__PROBLEM TO WORK ON__. Print the records below exactly as they appear.

Records drawn from a dataset
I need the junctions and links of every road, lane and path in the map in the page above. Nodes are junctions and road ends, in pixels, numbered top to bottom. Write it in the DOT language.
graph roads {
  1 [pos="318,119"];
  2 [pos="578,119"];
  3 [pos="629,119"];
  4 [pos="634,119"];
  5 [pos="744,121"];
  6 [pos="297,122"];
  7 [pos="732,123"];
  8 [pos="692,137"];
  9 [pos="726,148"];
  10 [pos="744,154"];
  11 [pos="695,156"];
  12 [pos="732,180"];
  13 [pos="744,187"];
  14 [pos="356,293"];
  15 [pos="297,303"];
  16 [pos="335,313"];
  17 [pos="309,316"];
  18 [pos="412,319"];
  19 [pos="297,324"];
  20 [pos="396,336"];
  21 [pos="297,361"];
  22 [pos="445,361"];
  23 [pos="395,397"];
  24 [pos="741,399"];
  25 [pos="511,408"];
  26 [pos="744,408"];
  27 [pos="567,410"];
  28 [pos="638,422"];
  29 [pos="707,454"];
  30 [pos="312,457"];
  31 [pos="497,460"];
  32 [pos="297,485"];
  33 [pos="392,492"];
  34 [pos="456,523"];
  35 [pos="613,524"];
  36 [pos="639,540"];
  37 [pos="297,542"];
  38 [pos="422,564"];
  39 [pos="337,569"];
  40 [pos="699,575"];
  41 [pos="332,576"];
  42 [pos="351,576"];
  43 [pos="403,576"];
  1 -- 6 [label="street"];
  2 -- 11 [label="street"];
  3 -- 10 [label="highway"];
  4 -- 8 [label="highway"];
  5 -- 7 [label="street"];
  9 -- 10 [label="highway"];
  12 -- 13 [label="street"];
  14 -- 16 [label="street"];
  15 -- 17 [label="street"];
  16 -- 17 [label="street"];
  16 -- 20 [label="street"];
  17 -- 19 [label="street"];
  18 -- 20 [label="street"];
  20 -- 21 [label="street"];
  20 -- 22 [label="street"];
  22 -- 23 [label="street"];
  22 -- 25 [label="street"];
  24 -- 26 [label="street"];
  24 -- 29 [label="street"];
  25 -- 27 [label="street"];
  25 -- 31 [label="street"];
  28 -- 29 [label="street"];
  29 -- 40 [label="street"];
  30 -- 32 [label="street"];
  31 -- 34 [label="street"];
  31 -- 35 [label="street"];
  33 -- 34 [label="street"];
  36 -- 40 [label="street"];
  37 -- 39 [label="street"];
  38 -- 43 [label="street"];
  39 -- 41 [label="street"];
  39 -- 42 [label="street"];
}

__REPLY__.
I need the junctions and links of every road, lane and path in the map in the page above. Nodes are junctions and road ends, in pixels, numbered top to bottom. Write it in the DOT language.
graph roads {
  1 [pos="318,119"];
  2 [pos="578,119"];
  3 [pos="629,119"];
  4 [pos="634,119"];
  5 [pos="744,121"];
  6 [pos="297,122"];
  7 [pos="732,123"];
  8 [pos="692,137"];
  9 [pos="726,148"];
  10 [pos="744,154"];
  11 [pos="695,156"];
  12 [pos="732,180"];
  13 [pos="744,187"];
  14 [pos="356,293"];
  15 [pos="297,303"];
  16 [pos="335,313"];
  17 [pos="309,316"];
  18 [pos="412,319"];
  19 [pos="297,324"];
  20 [pos="396,336"];
  21 [pos="297,361"];
  22 [pos="445,361"];
  23 [pos="395,397"];
  24 [pos="741,399"];
  25 [pos="511,408"];
  26 [pos="744,408"];
  27 [pos="567,410"];
  28 [pos="638,422"];
  29 [pos="707,454"];
  30 [pos="312,457"];
  31 [pos="497,460"];
  32 [pos="297,485"];
  33 [pos="392,492"];
  34 [pos="456,523"];
  35 [pos="613,524"];
  36 [pos="639,540"];
  37 [pos="297,542"];
  38 [pos="422,564"];
  39 [pos="337,569"];
  40 [pos="699,575"];
  41 [pos="332,576"];
  42 [pos="351,576"];
  43 [pos="403,576"];
  1 -- 6 [label="street"];
  2 -- 11 [label="street"];
  3 -- 10 [label="highway"];
  4 -- 8 [label="highway"];
  5 -- 7 [label="street"];
  9 -- 10 [label="highway"];
  12 -- 13 [label="street"];
  14 -- 16 [label="street"];
  15 -- 17 [label="street"];
  16 -- 17 [label="street"];
  16 -- 20 [label="street"];
  17 -- 19 [label="street"];
  18 -- 20 [label="street"];
  20 -- 21 [label="street"];
  20 -- 22 [label="street"];
  22 -- 23 [label="street"];
  22 -- 25 [label="street"];
  24 -- 26 [label="street"];
  24 -- 29 [label="street"];
  25 -- 27 [label="street"];
  25 -- 31 [label="street"];
  28 -- 29 [label="street"];
  29 -- 40 [label="street"];
  30 -- 32 [label="street"];
  31 -- 34 [label="street"];
  31 -- 35 [label="street"];
  33 -- 34 [label="street"];
  36 -- 40 [label="street"];
  37 -- 39 [label="street"];
  38 -- 43 [label="street"];
  39 -- 41 [label="street"];
  39 -- 42 [label="street"];
}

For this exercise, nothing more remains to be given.